The prologue cites exchanges between troops on the ground and their distant command during an Afghan mission. It appears that something went wrong, but what? The suicide of Rens Veltman twelve years later spurs his girlfriend, Merijn Turing, and Miriam Veltman, his sister, to lift the lid off this incident and uncover the government’s guilt in the cover-up. The only hard evidence of what went wrong during the mission in that Afghan village, Orta, exists on a hard drive with encrypted data they have in their possession. But anyone who comes into contact with this information risks his or her life.
They approach politician Jan Kassels to persuade him to vote against a drone acquisition, but he promptly vanishes into thin air.

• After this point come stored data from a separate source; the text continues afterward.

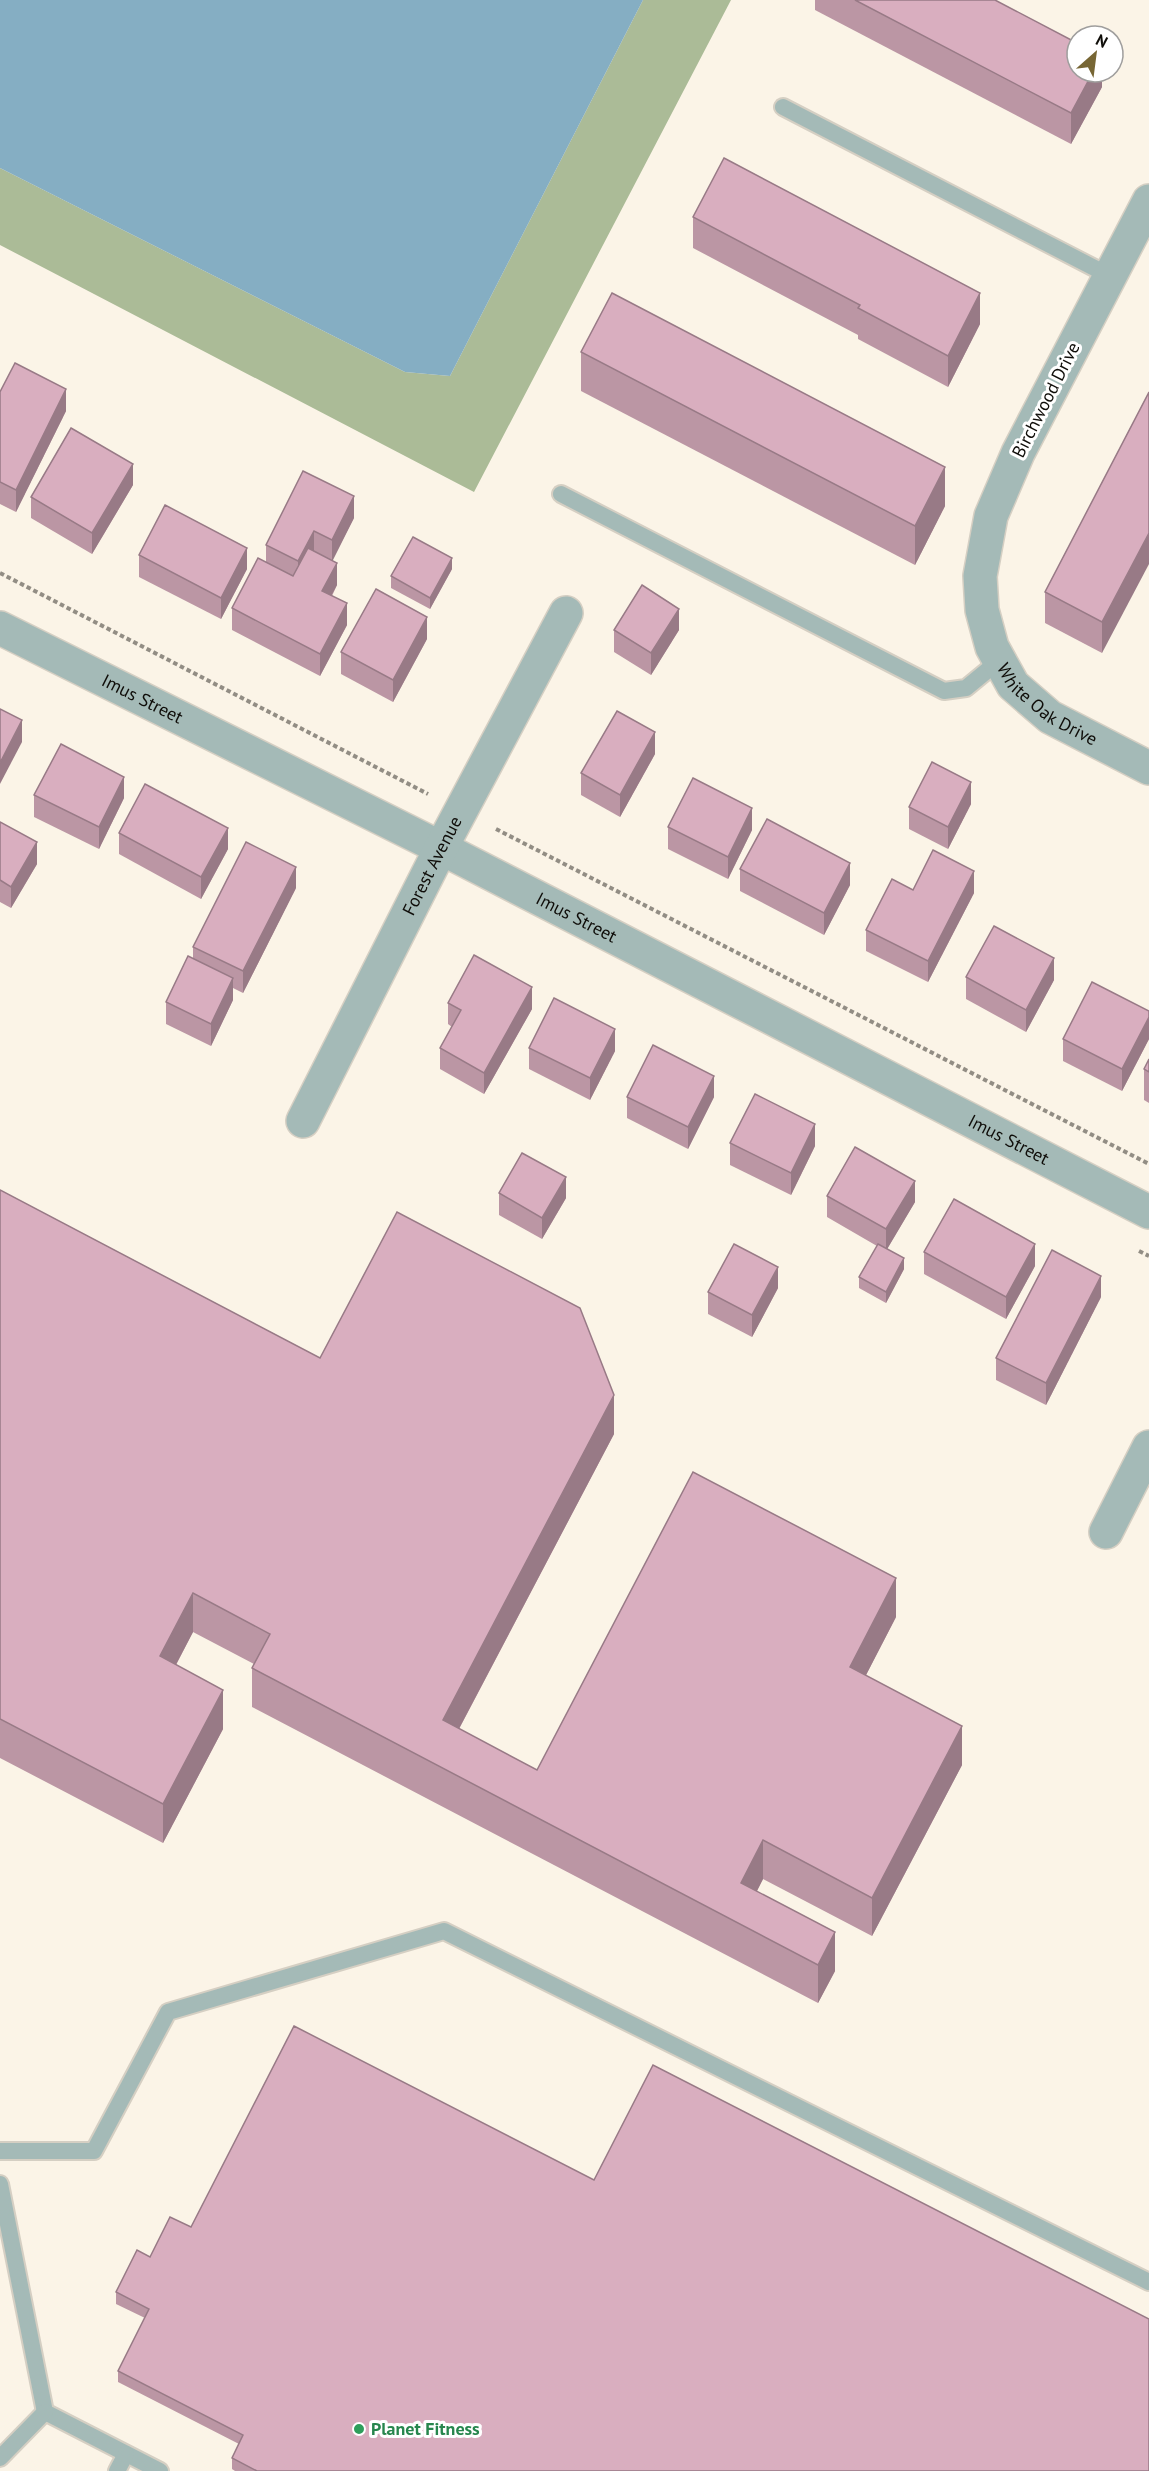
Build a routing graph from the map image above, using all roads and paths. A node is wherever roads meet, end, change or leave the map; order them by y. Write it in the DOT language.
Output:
graph roads {
  1 [pos="783,107"];
  2 [pos="1149,201"];
  3 [pos="1110,276"];
  4 [pos="561,494"];
  5 [pos="0,573"];
  6 [pos="982,610"];
  7 [pos="566,613"];
  8 [pos="0,628"];
  9 [pos="1000,660"];
  10 [pos="1149,768"];
  11 [pos="460,811"];
  12 [pos="441,848"];
  13 [pos="303,1121"];
  14 [pos="1149,1164"];
  15 [pos="1149,1212"];
  16 [pos="1149,1447"];
  17 [pos="1106,1532"];
  18 [pos="0,2151"];
  19 [pos="0,2184"];
  20 [pos="1149,2282"];
  21 [pos="45,2412"];
  22 [pos="126,2454"];
  23 [pos="0,2458"];
  24 [pos="117,2471"];
  25 [pos="160,2471"];
  1 -- 3 [label="lane"];
  2 -- 3 [label="street, Birchwood Drive"];
  3 -- 6 [label="street, Birchwood Drive"];
  4 -- 9 [label="lane"];
  5 -- 11 [label="path"];
  6 -- 9 [label="street, White Oak Drive"];
  7 -- 11 [label="street, Forest Avenue"];
  8 -- 12 [label="street, Imus Street"];
  9 -- 10 [label="street, White Oak Drive"];
  11 -- 12 [label="street, Forest Avenue"];
  11 -- 14 [label="path"];
  12 -- 13 [label="street, Forest Avenue"];
  12 -- 15 [label="street, Imus Street"];
  16 -- 17 [label="street"];
  18 -- 20 [label="lane"];
  19 -- 21 [label="lane"];
  21 -- 22 [label="lane"];
  21 -- 23 [label="lane"];
  22 -- 24 [label="lane"];
  22 -- 25 [label="lane"];
}
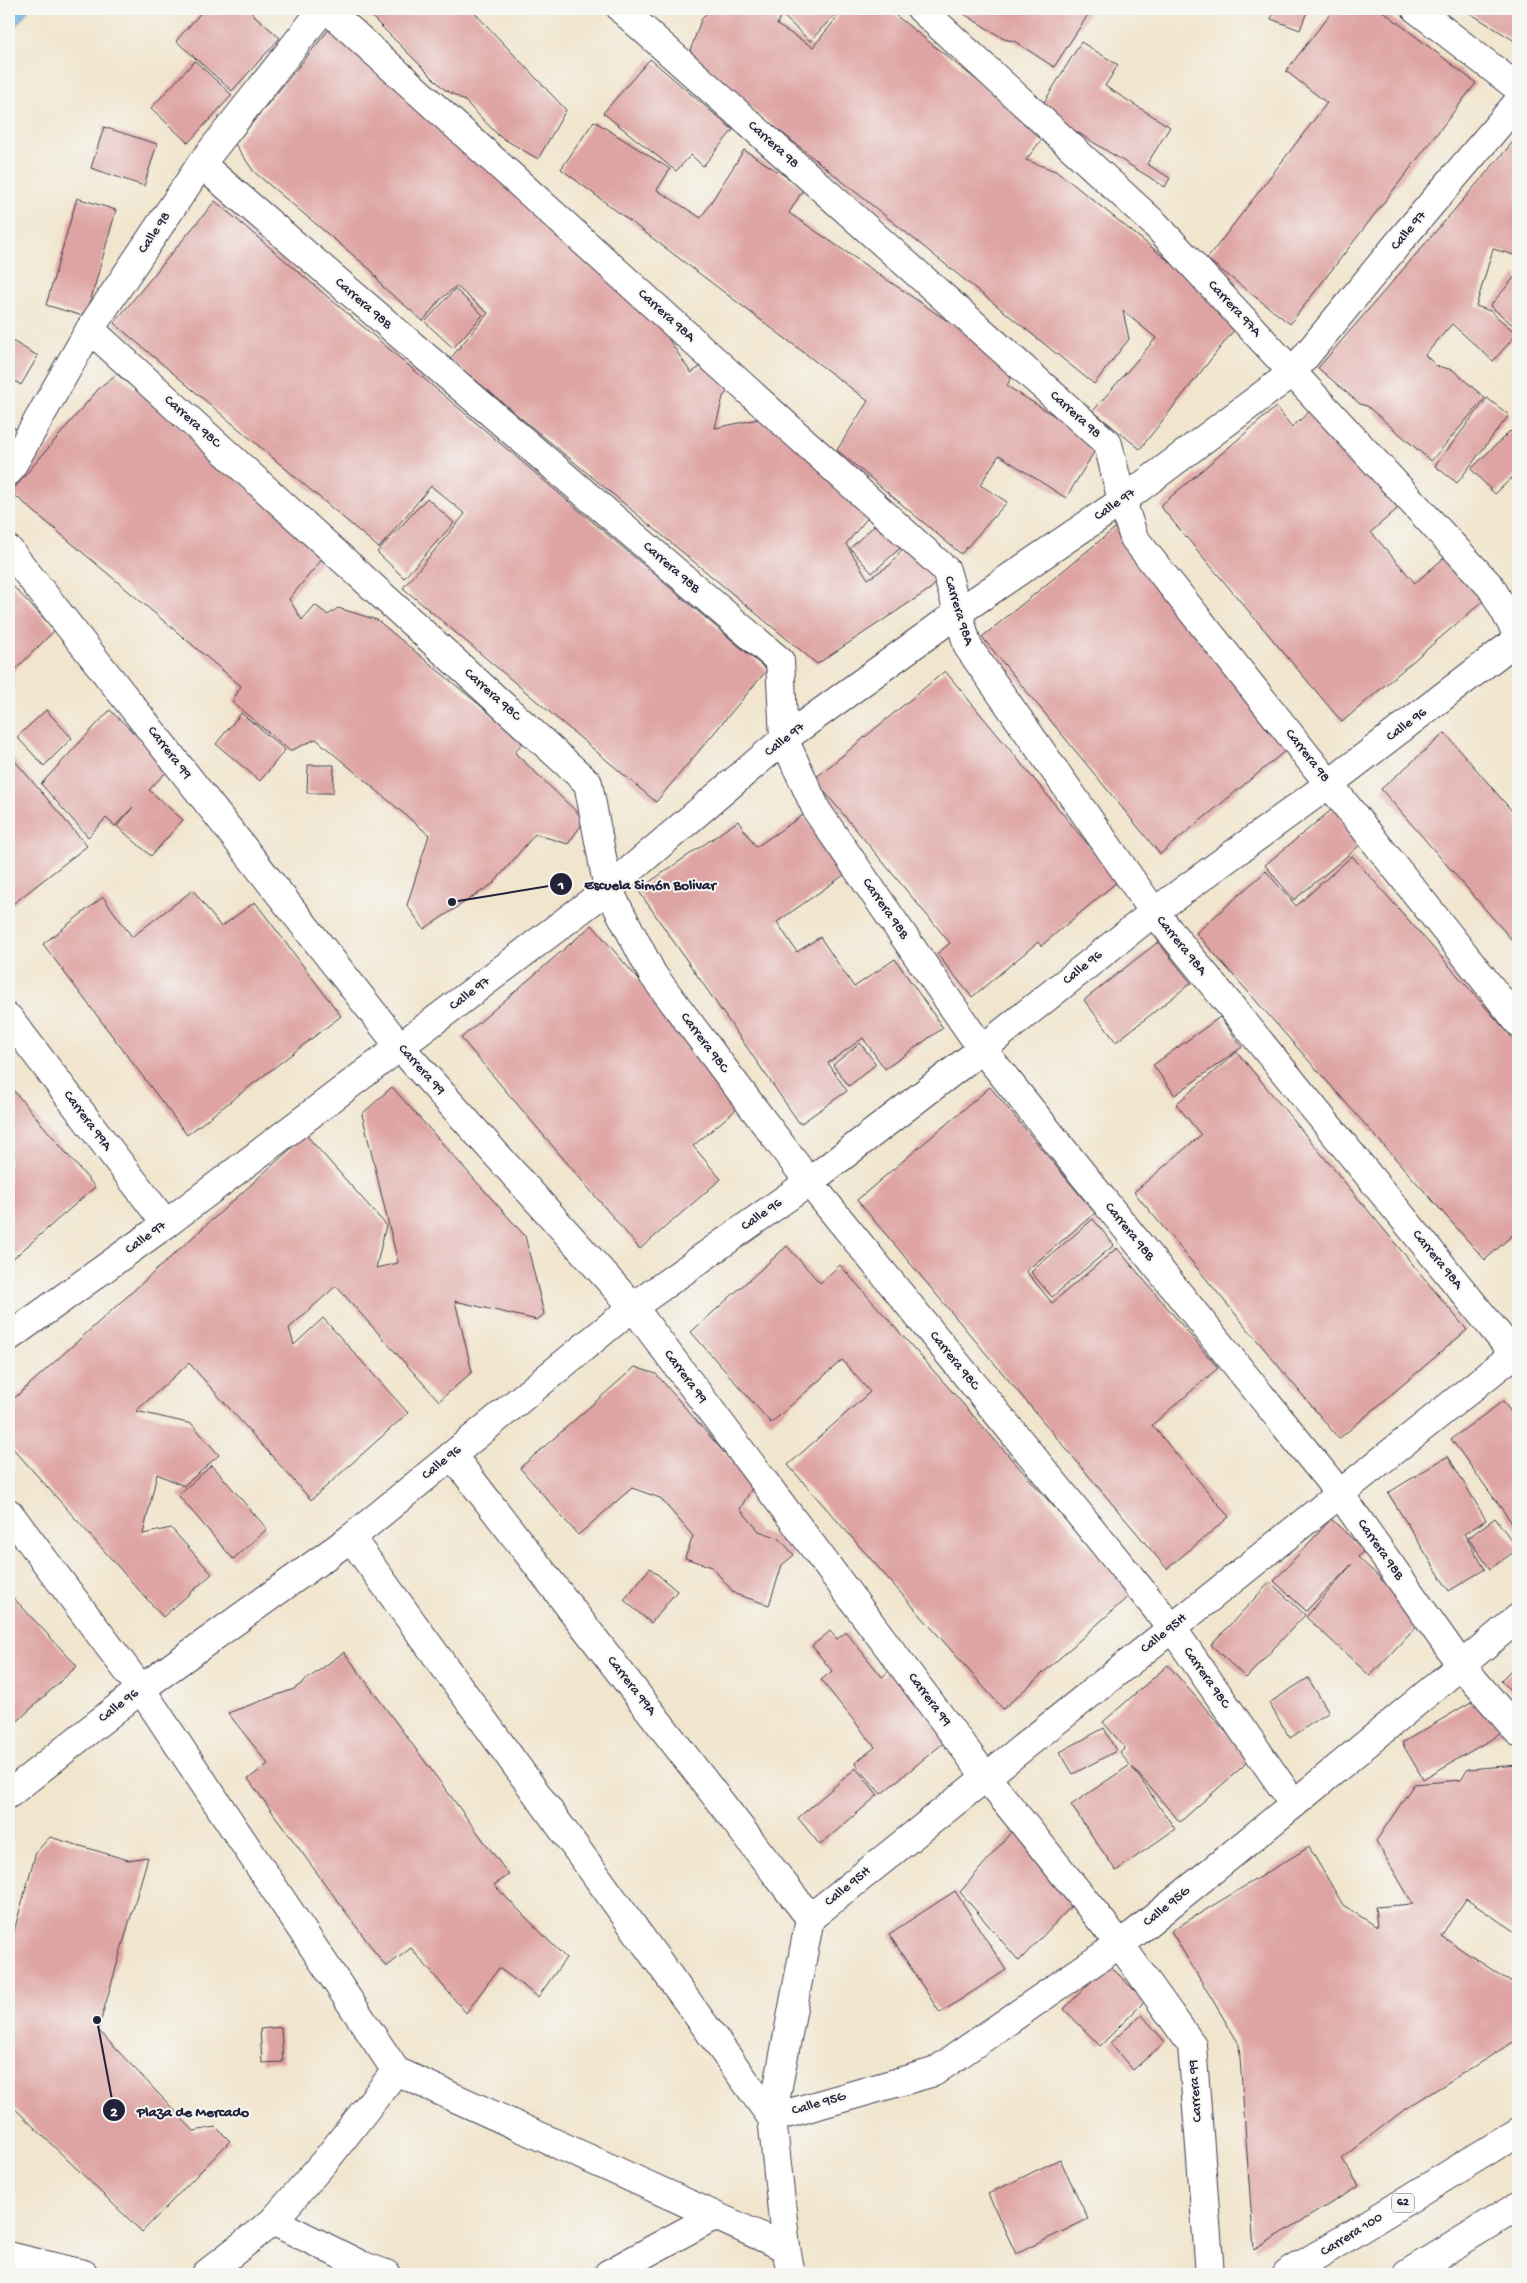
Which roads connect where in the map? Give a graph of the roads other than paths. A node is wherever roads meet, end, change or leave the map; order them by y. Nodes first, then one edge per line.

When Merijn too goes missing, Miriam asks the former commando Eliot Koler to help her. Koler was in Orta with Rens, and may know how to decipher the information on the hard drive. On her way to meeting him, Miriam is run off the road and killed in cold blood by a hit man on the payroll of military intelligence. Eliot arrives just too late to save her. He takes this as a grim warning, realizing everything will be put in play to render him harmless.
Meanwhile we follow Defence Minister Ava Rodenburg’s attempt to push a bill through parliament involving the purchase of a drone. Ava thinks it is essential to add unmanned aircraft to the nation’s arsenal if the Netherlands is to have a role in global affairs. “Who purchases new technology will determine the future,” is her motto. She dreams of becoming a significant figure in history, just like her father, who was a defence minister before her and led the fight against terrorism post-9/11. Her drone legislation is defeated, however, when one of her coalition partners votes against it and another, Jan Kassels, fails to show up for the vote and later turns up dead on the golf course.
In this cleverly constructed, extremely tense spy thriller, Kazemier hurtles the reader at great speed to the end, when what took place in Orta is finally revealed. By alluding to real political scandals and subterfuges, he subtly manages to make his story, set in the not-too-distant future, more than a little plausible.